「それが、……その。ドーレ男爵です。その、……実はその馬車の中に、アンドロシュ子爵の奥方がおりまして……。おふたりは、怪我だけで済んだそうです」


言い淀みながら顔を上げた伝令は、リタ夫人の顔を見て慌てて顔を伏せる。
上から見ていたフリードにも、リタが小刻みに震えていたのはわかったが、伝令の態度を見るに、彼女は怒りで震えていたのだ。


「……アンドロシュ子爵ですって?」


凄みのある声に、ゴードンも息を飲む。

アンドロシュ子爵は、クレムラート領の北方に住む貴族で、今でこそ特に目立つ働きはしていないが、継承戦争の時に武勲を上げた名誉ある家系として今も敬意を払われている。
五年ほど前に妻を病気で失った子爵は二年前に再婚した。

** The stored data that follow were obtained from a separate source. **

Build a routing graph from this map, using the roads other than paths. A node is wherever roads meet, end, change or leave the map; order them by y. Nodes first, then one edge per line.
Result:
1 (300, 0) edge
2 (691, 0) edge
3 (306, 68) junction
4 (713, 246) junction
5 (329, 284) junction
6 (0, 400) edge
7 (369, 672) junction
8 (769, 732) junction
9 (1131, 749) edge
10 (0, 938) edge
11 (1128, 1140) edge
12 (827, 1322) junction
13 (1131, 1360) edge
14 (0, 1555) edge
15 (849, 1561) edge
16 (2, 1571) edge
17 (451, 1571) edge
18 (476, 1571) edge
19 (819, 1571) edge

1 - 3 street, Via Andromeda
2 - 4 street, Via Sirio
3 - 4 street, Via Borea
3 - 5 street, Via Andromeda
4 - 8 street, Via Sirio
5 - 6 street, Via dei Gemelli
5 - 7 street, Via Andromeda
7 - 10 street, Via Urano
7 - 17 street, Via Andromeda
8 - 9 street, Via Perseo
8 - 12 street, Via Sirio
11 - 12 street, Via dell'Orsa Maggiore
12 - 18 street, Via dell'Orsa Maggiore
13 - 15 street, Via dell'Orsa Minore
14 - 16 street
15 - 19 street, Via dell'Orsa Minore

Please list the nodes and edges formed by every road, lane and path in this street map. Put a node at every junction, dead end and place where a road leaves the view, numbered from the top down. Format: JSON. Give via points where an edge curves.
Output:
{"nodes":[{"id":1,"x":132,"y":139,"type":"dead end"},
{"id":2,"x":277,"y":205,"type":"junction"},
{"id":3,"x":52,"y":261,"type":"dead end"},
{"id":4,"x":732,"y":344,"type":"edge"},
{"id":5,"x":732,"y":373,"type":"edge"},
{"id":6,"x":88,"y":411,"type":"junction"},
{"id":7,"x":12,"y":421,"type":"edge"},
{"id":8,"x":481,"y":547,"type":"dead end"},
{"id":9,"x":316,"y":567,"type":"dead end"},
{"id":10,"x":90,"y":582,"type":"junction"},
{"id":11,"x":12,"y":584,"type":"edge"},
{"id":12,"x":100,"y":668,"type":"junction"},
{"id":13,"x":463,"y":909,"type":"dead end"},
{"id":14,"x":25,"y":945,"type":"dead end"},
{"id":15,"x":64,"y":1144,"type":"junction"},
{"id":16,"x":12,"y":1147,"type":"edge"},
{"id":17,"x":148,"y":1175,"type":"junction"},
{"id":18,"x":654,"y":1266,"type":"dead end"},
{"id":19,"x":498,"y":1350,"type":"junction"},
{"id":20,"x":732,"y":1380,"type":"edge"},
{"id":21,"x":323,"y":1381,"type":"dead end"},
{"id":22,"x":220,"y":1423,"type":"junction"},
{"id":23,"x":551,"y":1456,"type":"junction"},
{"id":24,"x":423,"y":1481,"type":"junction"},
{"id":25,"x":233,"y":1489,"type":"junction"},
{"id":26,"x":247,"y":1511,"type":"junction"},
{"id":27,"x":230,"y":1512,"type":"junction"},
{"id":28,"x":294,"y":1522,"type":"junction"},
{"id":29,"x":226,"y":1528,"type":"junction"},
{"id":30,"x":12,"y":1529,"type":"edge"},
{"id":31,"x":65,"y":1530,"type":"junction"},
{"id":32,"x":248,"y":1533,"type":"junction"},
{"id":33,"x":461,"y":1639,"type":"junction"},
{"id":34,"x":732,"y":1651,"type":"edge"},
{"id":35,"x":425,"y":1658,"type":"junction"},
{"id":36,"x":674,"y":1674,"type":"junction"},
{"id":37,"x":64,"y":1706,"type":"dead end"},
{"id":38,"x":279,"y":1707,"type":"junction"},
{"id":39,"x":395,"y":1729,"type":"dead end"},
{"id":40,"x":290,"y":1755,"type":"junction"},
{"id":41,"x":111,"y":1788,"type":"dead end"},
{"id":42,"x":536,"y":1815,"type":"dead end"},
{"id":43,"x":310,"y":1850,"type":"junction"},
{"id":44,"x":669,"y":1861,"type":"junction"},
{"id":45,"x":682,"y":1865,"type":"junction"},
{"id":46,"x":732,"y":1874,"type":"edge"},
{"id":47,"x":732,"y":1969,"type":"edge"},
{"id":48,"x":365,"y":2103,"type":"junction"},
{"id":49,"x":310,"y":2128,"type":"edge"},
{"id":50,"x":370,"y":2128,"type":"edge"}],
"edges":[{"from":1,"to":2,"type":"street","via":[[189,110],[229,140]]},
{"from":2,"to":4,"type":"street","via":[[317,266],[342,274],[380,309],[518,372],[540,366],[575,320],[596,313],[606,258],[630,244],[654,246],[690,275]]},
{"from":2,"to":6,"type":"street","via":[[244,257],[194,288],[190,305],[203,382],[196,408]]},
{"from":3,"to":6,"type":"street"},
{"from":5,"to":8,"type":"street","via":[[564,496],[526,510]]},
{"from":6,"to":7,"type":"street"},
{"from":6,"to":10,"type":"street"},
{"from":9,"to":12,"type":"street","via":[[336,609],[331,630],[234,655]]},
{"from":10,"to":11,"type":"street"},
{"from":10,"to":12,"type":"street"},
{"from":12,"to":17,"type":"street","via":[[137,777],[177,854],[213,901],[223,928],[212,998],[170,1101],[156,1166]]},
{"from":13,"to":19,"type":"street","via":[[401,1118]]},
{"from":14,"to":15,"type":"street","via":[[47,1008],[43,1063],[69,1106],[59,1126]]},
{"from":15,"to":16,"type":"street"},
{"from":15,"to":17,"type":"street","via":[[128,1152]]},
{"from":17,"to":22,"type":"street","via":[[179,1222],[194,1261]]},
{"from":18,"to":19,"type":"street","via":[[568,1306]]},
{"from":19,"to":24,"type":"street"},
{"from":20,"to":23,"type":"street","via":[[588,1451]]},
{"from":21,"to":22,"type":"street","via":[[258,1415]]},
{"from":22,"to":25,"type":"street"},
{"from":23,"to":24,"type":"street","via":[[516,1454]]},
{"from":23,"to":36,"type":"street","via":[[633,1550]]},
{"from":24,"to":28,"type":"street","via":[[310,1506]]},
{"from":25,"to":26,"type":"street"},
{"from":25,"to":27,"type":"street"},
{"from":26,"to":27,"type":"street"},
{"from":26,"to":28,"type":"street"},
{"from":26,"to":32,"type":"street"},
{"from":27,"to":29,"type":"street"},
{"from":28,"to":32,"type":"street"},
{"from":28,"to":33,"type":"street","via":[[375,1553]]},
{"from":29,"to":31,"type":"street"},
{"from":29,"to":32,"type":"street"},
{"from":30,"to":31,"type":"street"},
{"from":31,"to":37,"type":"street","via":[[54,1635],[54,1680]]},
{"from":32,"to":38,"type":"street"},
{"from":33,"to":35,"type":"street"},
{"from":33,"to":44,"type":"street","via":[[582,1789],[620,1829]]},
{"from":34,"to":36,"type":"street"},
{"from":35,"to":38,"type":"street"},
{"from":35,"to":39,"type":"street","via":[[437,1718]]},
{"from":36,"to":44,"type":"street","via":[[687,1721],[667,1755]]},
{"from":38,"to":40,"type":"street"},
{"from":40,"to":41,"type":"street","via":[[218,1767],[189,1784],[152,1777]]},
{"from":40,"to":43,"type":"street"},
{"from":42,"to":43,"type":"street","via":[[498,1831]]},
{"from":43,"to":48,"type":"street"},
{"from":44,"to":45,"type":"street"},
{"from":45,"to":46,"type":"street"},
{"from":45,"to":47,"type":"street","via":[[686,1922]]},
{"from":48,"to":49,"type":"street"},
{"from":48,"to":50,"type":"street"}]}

今言われているのはその奥方だ。


「それは……どういうことなの?」

「詳しくはわかりませんが、男爵は不倫の末、アンドロシュ子爵の奥方を連れて逃げようとしていたようです」

「はっ、ふたりとも浮気道中でぶつかったということ? ……なんてこと! 汚らわしい」


リタは怒りに満ちた目で二階を見上げた。フリードは恐怖で身をすくませたが、ディルクは立ちすくんだだけだった。


「……ディルク」


ディルクに表情はなかった。ただ茫然とうつろな目で睨むリタを見つめている。
フリードは不安になり、彼を庇うように前に立った。


「そこのドブネズミを追い出しなさい!」


リタの鋭い声とともに、周囲の大人の視線が一斉にディルクととらえる。
同じように視線にさらされたフリードは、膝が震えてくるのが分かったが必死に首を振った。